Use Collections Effectively

Problem

Python provides multiple collection types (list, tuple, dict, set) and specialized variants in the collections module. Choosing the wrong collection leads to poor performance or unnecessarily complex code.

This guide shows how to select and use Python collections effectively.

Core Collection Types

List - Ordered, Mutable Sequence

Lists maintain order and allow modifications.

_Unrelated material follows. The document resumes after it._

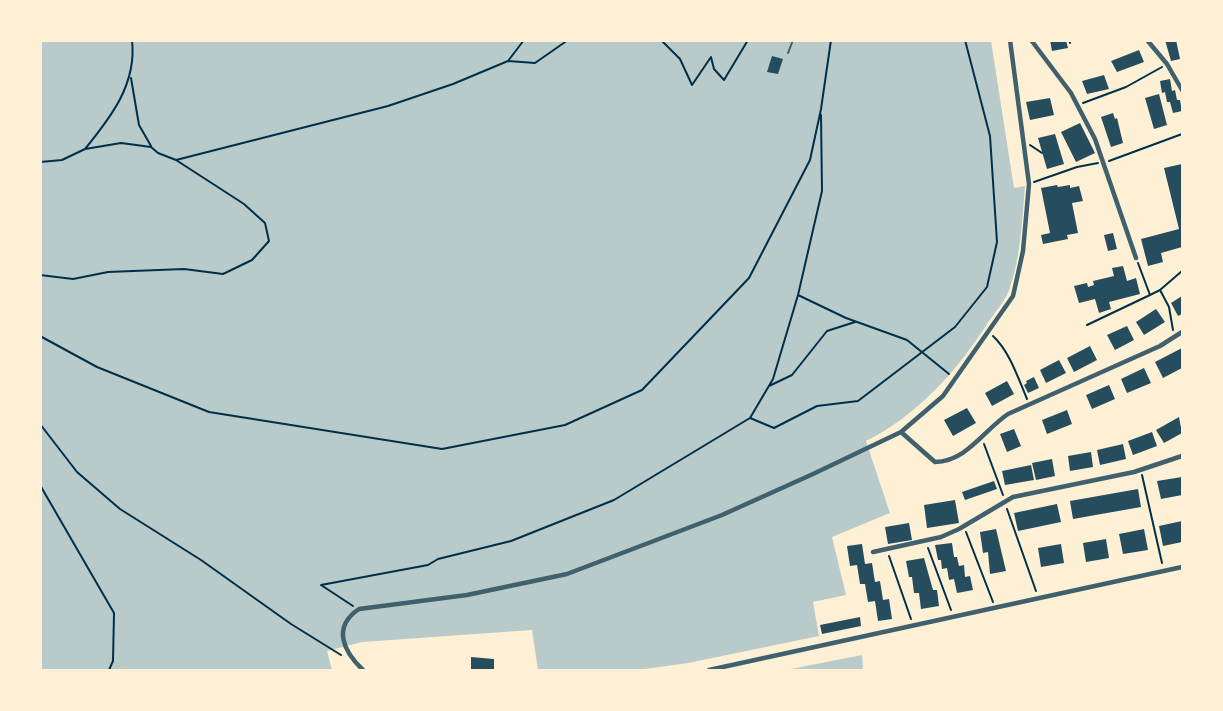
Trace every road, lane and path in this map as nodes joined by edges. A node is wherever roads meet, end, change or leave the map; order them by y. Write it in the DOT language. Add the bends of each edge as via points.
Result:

users = ["alice", "bob", "charlie"]
users.append("david")
users[0] = "ALICE"
users.sort()

numbers = [1, 2, 3, 4, 5]

numbers.append(6)

numbers.insert(0, 0)  # Insert at beginning

numbers.remove(3)

last = numbers.pop()

first = numbers.pop(0)

third = numbers[2]

subset = numbers[1:4]

numbers.sort()
numbers.sort(reverse=True)

squares = [x ** 2 for x in range(10)]
evens = [x for x in numbers if x % 2 == 0]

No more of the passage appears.